WORK ORDER – From the listing below, copy every line with the word "Aleli".

DATA LISTING –

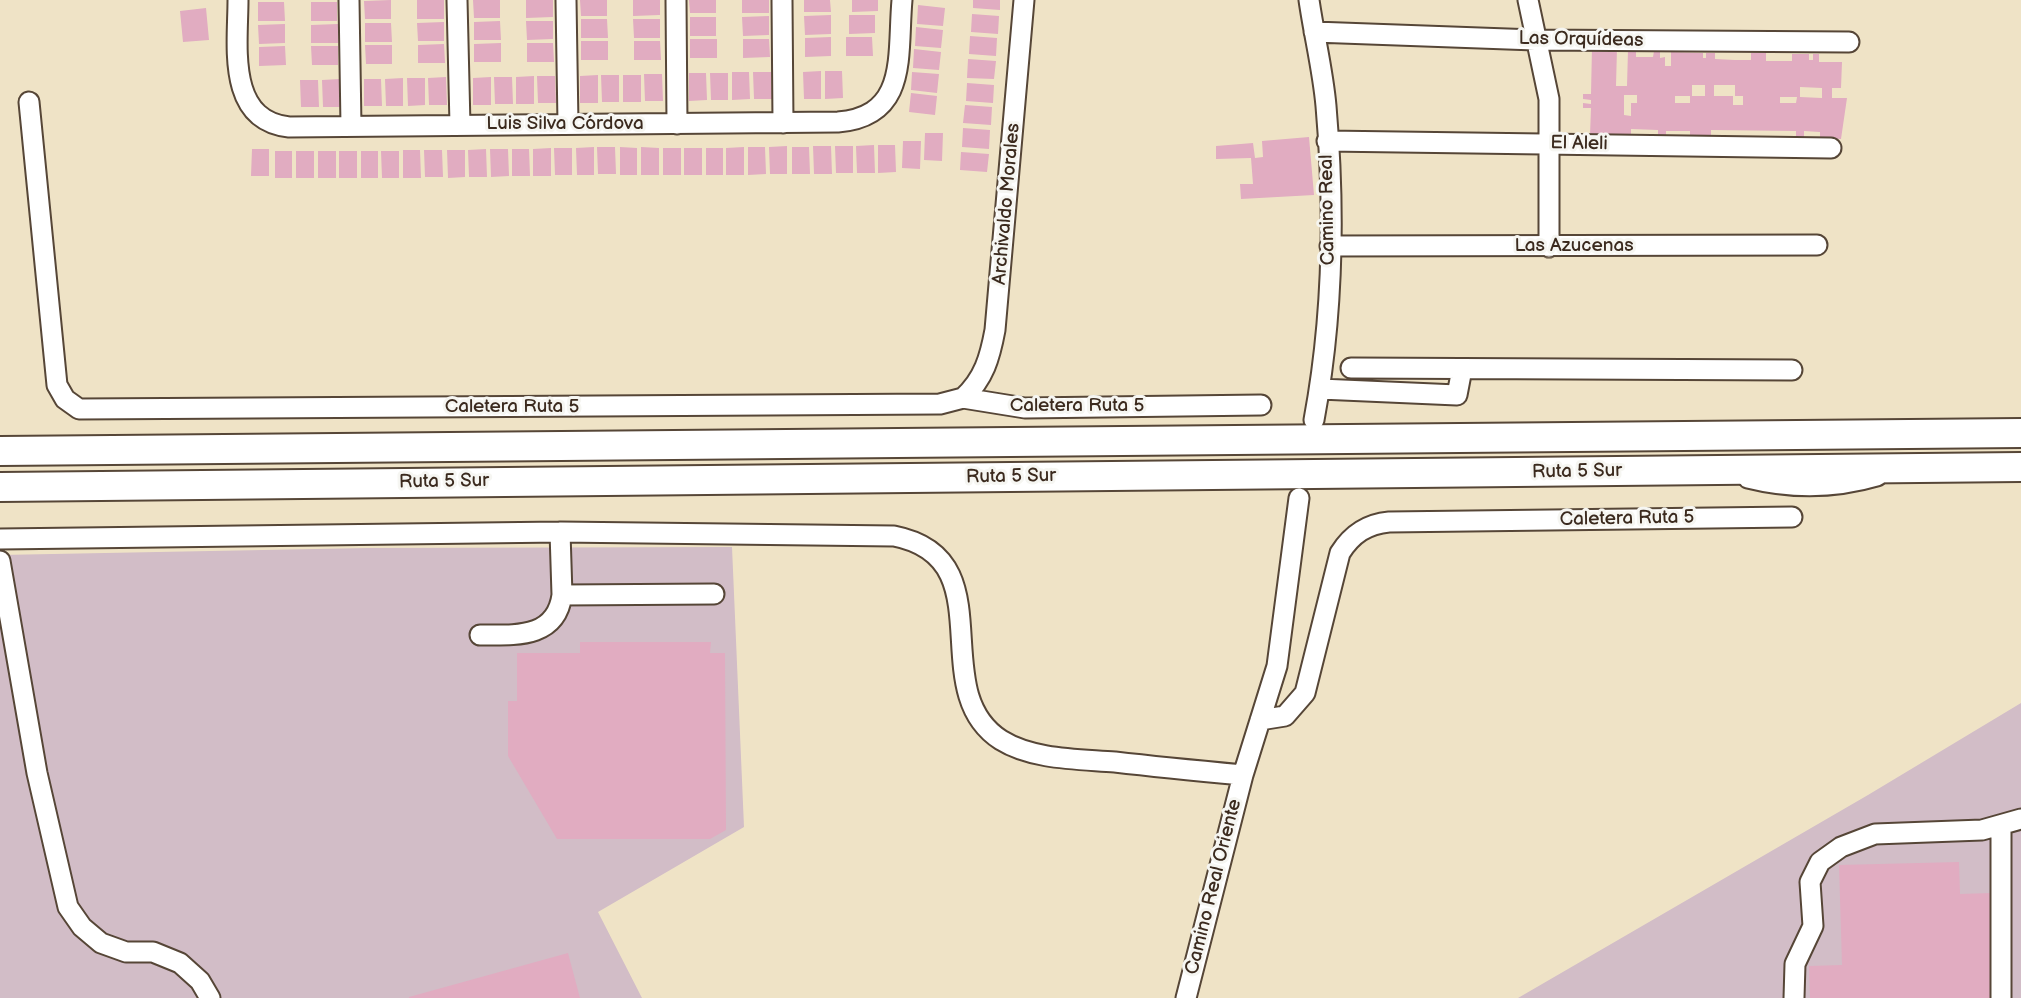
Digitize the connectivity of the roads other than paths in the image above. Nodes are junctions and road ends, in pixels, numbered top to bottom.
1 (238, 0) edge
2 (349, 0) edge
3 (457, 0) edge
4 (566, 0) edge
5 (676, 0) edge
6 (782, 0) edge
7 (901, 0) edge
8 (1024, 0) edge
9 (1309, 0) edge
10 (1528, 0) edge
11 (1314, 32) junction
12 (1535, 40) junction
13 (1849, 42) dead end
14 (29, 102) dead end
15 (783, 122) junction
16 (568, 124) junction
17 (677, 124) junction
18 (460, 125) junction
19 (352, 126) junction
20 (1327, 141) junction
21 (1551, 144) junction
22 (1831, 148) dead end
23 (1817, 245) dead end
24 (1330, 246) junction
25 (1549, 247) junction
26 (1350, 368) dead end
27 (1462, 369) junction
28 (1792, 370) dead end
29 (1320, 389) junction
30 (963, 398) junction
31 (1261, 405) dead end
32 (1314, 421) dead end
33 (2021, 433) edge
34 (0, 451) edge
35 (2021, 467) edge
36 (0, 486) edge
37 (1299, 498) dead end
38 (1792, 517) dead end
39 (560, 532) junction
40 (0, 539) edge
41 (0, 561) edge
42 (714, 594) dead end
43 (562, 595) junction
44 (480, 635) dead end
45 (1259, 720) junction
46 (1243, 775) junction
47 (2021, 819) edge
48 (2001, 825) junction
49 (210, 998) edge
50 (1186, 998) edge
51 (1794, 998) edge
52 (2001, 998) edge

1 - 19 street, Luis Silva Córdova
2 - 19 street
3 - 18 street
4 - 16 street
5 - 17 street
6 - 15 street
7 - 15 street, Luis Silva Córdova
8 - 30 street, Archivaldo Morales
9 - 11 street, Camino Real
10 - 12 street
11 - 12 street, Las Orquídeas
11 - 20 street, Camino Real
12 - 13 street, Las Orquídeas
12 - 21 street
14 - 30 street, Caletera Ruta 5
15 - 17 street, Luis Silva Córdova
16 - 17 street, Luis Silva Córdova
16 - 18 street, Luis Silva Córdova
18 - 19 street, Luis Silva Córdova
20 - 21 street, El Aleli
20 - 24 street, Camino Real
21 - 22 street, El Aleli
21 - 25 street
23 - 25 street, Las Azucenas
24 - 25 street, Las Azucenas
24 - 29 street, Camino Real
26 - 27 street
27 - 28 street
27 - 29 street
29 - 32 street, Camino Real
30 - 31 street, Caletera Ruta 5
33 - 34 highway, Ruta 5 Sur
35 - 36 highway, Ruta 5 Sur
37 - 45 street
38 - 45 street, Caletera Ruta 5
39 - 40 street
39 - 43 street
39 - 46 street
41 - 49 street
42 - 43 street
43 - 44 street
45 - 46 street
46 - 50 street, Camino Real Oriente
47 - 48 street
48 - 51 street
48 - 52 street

ANSWER SECTION –
20 - 21 street, El Aleli
21 - 22 street, El Aleli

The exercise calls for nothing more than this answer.